CMO.com: You spent most of your career in financial services and tech. Any reservations about joining a nonprofit?
Collins: I was wondering how we were going to measure success. As a global leader operating as a not-for-profit, we don’t have typical competitors. We’re not Coke worried about what Pepsi is doing. And we’re a not-for-profit. So how do you know when you’ve succeeded other than a gut feeling?
What surprised me is that CFA Institute is really excellent at this. You can measure things just as you do in for-profit world. We look at the cost of campaigns per customer and our overall cost-to-serve metrics, for example. These are measures that give you a good benchmark of how you’re doing and how and where to continually improve.
CMO.com: What is the biggest difference in working for a nonprofit?
Collins: The difference has less to do with CFA Institute being not-for-profit and more about it being an organization that has such a rich and deep heritage. We “sell” a program of professional credentials and set ethical standards, for example. The brand is the cornerstone of the entire organization. We’re not just protecting our market but all that the brand stands for.
CMO.com: What were the business drivers behind your current global brand campaign?

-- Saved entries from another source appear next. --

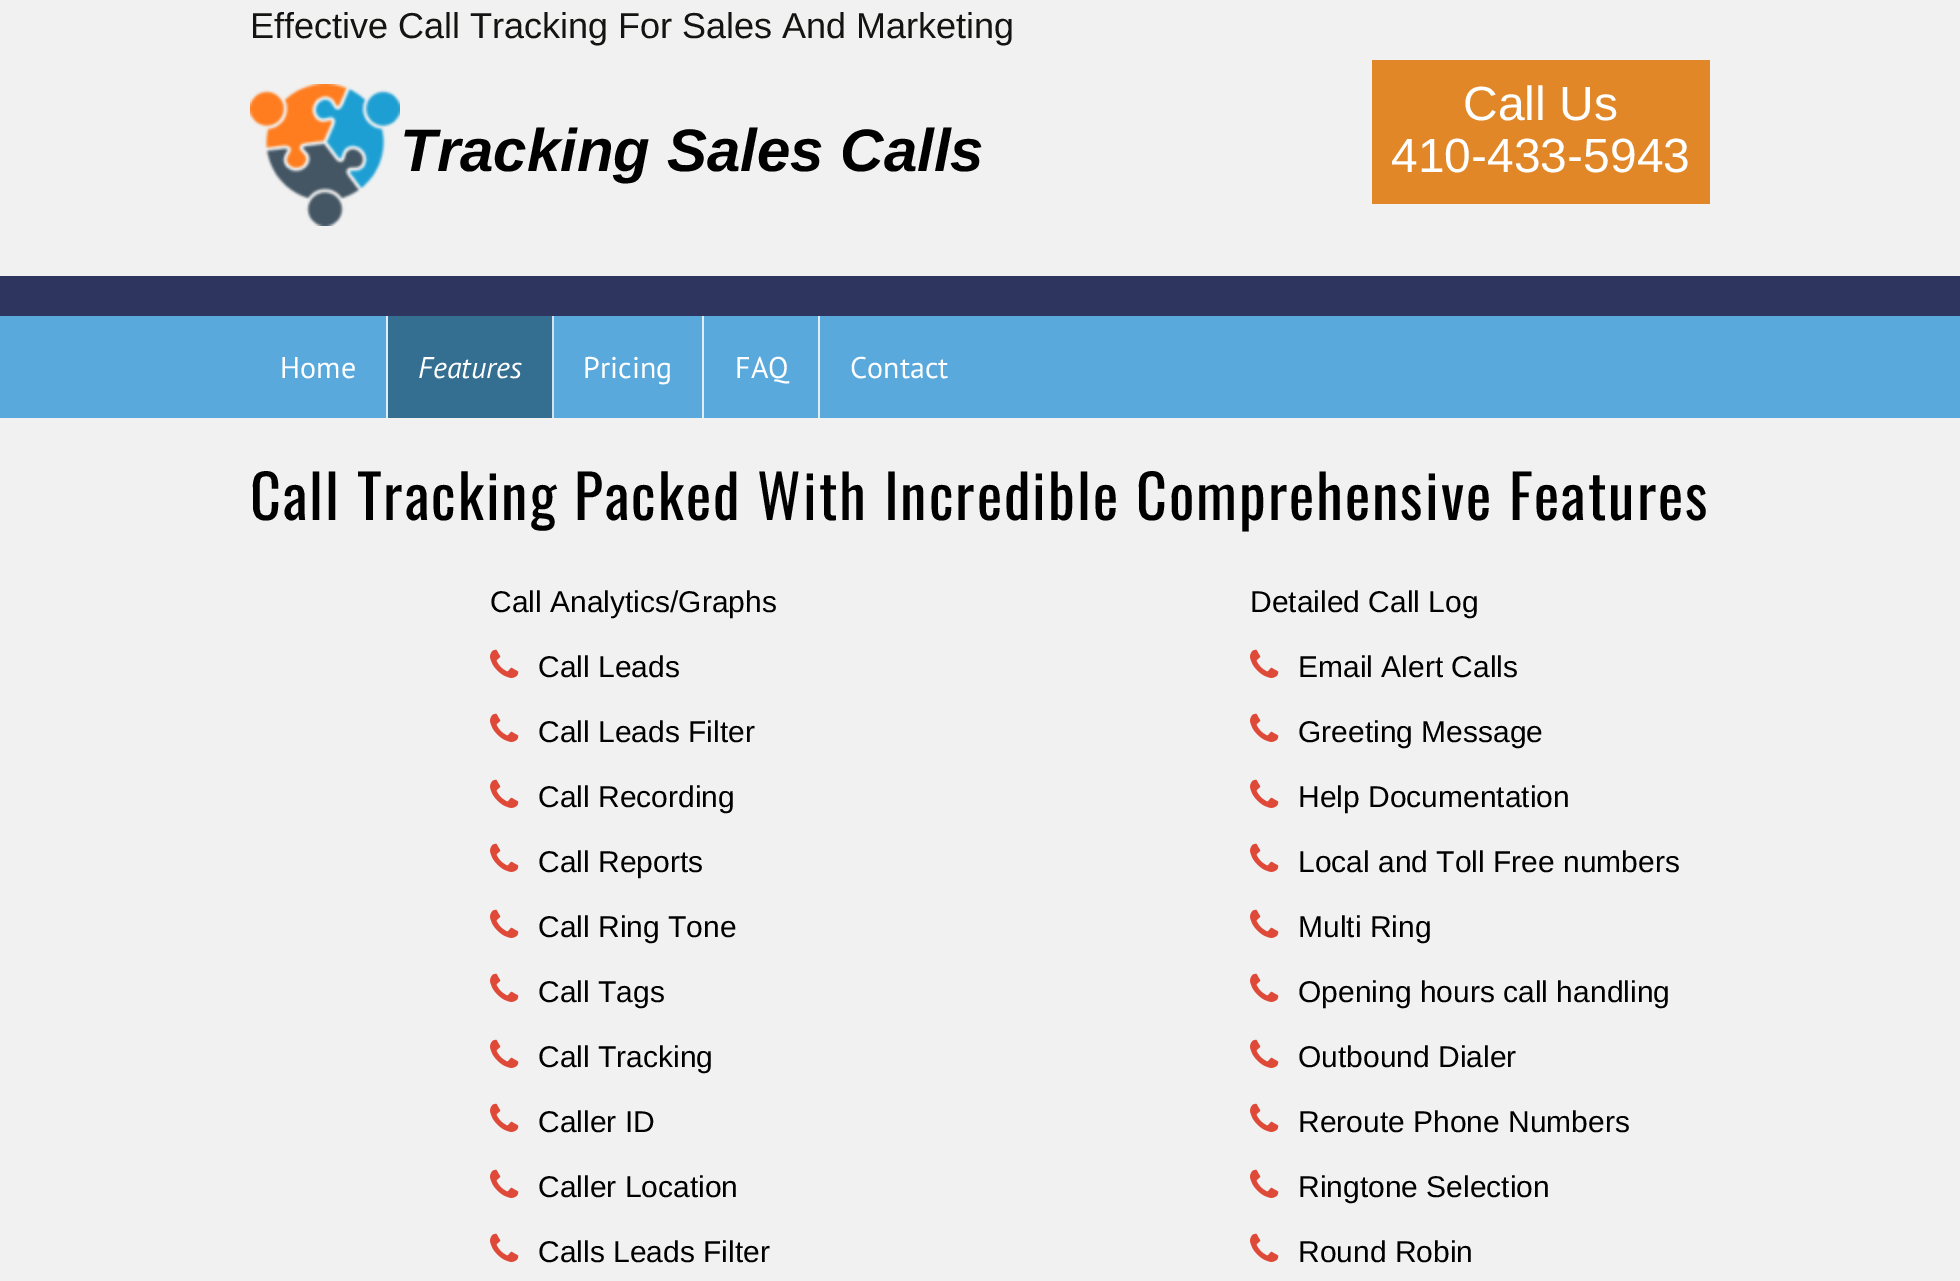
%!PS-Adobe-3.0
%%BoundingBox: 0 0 1960 1281
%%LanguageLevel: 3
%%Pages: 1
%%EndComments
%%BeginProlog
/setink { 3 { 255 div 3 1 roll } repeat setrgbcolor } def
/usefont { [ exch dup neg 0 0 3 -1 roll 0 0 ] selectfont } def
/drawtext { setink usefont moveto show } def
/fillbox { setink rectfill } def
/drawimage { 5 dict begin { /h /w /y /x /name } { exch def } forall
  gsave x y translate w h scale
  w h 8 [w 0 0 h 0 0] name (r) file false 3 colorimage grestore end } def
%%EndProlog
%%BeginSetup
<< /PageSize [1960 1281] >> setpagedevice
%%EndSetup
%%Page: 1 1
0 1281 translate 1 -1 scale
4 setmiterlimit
0 0 1960 1281 241 241 241 fillbox
(Effective Call Tracking For Sales And Marketing) 250 38 /LiberationSans-Regular 36 20 20 18 drawtext
(assets/img1.rgb) 250 84 150 142 drawimage
(Tracking Sales Calls) 400 171 /LiberationSans-BoldItalic 60 0 0 0 drawtext
1372 60 338 144 225 135 39 fillbox
(Call Us) 1463 120 /LiberationSans-Regular 48 255 255 255 drawtext
(410-433-5943) 1391 172 /LiberationSans-Regular 48 255 255 255 drawtext
0 276 1960 40 46 54 95 fillbox
0 316 1960 102 90 169 221 fillbox
386 316 2 102 222 238 248 fillbox
(Home) 280 378 /PTSans-Regular 30 255 255 255 drawtext
388 316 164 102 52 110 144 fillbox
552 316 2 102 214 226 233 fillbox
(Features) 418 378 /PTSans-Italic 30 255 255 255 drawtext
702 316 2 102 222 238 248 fillbox
(Pricing) 583 378 /PTSans-Regular 30 255 255 255 drawtext
818 316 2 102 222 238 248 fillbox
(FAQ) 735 378 /PTSans-Regular 30 255 255 255 drawtext
(Contact) 850 378 /PTSans-Regular 30 255 255 255 drawtext
/Oswald-Regular 60 usefont
0 0 0 setink
250 520 moveto 2 0 (Call Tracking Packed With Incredible Comprehensive Features) ashow
(Call Analytics/Graphs) 490 612 /LiberationSans-Regular 30 0 0 0 drawtext
(assets/img2.rgb) 490 649 29 29 drawimage
(Call Leads) 538 677 /LiberationSans-Regular 30 0 0 0 drawtext
(assets/img2.rgb) 490 713 29 29 drawimage
(Call Leads Filter) 538 742 /LiberationSans-Regular 30 0 0 0 drawtext
(assets/img2.rgb) 490 779 29 29 drawimage
(Call Recording) 538 807 /LiberationSans-Regular 30 0 0 0 drawtext
(assets/img2.rgb) 490 843 29 29 drawimage
(Call Reports) 538 872 /LiberationSans-Regular 30 0 0 0 drawtext
(assets/img2.rgb) 490 909 29 29 drawimage
(Call Ring Tone) 538 937 /LiberationSans-Regular 30 0 0 0 drawtext
(assets/img2.rgb) 490 973 29 29 drawimage
(Call Tags) 538 1002 /LiberationSans-Regular 30 0 0 0 drawtext
(assets/img2.rgb) 490 1039 29 29 drawimage
(Call Tracking) 538 1067 /LiberationSans-Regular 30 0 0 0 drawtext
(assets/img2.rgb) 490 1103 29 29 drawimage
(Caller ID) 538 1132 /LiberationSans-Regular 30 0 0 0 drawtext
(assets/img2.rgb) 490 1169 29 29 drawimage
(Caller Location) 538 1197 /LiberationSans-Regular 30 0 0 0 drawtext
(assets/img2.rgb) 490 1233 29 29 drawimage
(Calls Leads Filter) 538 1262 /LiberationSans-Regular 30 0 0 0 drawtext
(Detailed Call Log) 1250 612 /LiberationSans-Regular 30 0 0 0 drawtext
(assets/img2.rgb) 1250 649 29 29 drawimage
(Email Alert Calls) 1298 677 /LiberationSans-Regular 30 0 0 0 drawtext
(assets/img2.rgb) 1250 713 29 29 drawimage
(Greeting Message) 1298 742 /LiberationSans-Regular 30 0 0 0 drawtext
(assets/img2.rgb) 1250 779 29 29 drawimage
(Help Documentation) 1298 807 /LiberationSans-Regular 30 0 0 0 drawtext
(assets/img2.rgb) 1250 843 29 29 drawimage
(Local and Toll Free numbers) 1298 872 /LiberationSans-Regular 30 0 0 0 drawtext
(assets/img2.rgb) 1250 909 29 29 drawimage
(Multi Ring) 1298 937 /LiberationSans-Regular 30 0 0 0 drawtext
(assets/img2.rgb) 1250 973 29 29 drawimage
(Opening hours call handling) 1298 1002 /LiberationSans-Regular 30 0 0 0 drawtext
(assets/img2.rgb) 1250 1039 29 29 drawimage
(Outbound Dialer) 1298 1067 /LiberationSans-Regular 30 0 0 0 drawtext
(assets/img2.rgb) 1250 1103 29 29 drawimage
(Reroute Phone Numbers) 1298 1132 /LiberationSans-Regular 30 0 0 0 drawtext
(assets/img2.rgb) 1250 1169 29 29 drawimage
(Ringtone Selection) 1298 1197 /LiberationSans-Regular 30 0 0 0 drawtext
(assets/img2.rgb) 1250 1233 29 29 drawimage
(Round Robin) 1298 1262 /LiberationSans-Regular 30 0 0 0 drawtext
showpage
%%EOF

Collins: We are in year two of the campaign, [which has been] focused on building awareness with investment management institutions in the 11 country markets that reach the bulk of our members. We’re now expanding the campaign into 11 U.S./Canadian city markets where we aim to reach 80% of high net worth investors. The goal is to transform our message from that of a credentialing body that has some content into an organization that is building and defining this profession around the world.
Our positioning line is: “A difference that matters.” The idea is that what we do ultimately helps people reach their dreams or create benefits to society. The work our professionals do can ultimately bring clean drinking water to areas that don’t have it, for example. Those are real-life examples of the downstream result of hiring CFA charterholders to work for you or your firm.
CMO.com: Where do you begin with that kind of an effort?
Collins: We built our brand promise by working with our societies and our members. Then we looked at our markets to determine the execution strategy.
The CFA charter is better known in the U.S. and U.K. than in India and Brazil, for example. So we shaped a series of executions that start with introducing ourselves in areas where we aren’t well-known and launching the new brand promise in areas where we are later on. It’s not a one-size-fits-all approach.
CMO.com: How is your experience driving turnarounds, repositioning brands, and launching new products helping you in this role?
Collins: One CEO a couple of companies ago told me, “Keep your focus on your customers, and keep everything else in your peripheral vision.” I brought that with me as a key mantra.
What we’re doing here isn’t very different than what I’ve done in the private sector: simplifying the message, structuring the marketing team so we’re locally focused, and balancing efficiency and effectiveness. Great brand transformations all start with those disciplines. It’s like being a head coach in professional sports. You’ve had success in the past with your strategy, but you flex it based on the team.
CMO.com: Will you be moving on to a new team after the global brand relaunch?
Collins: Hopefully I have longer than just the transformation. My background has focused on helping organizations transform quickly in preparation for being sold, for example. But what attracted me here was the chance to make a sustained impact versus just sprinting. We’ve done some sprinting, simply because it’s easier to get after it and get it done so you can start to leverage the new framework. We are a global organization, and there’s an opportunity for a tremendous amount of meaningful work to be done.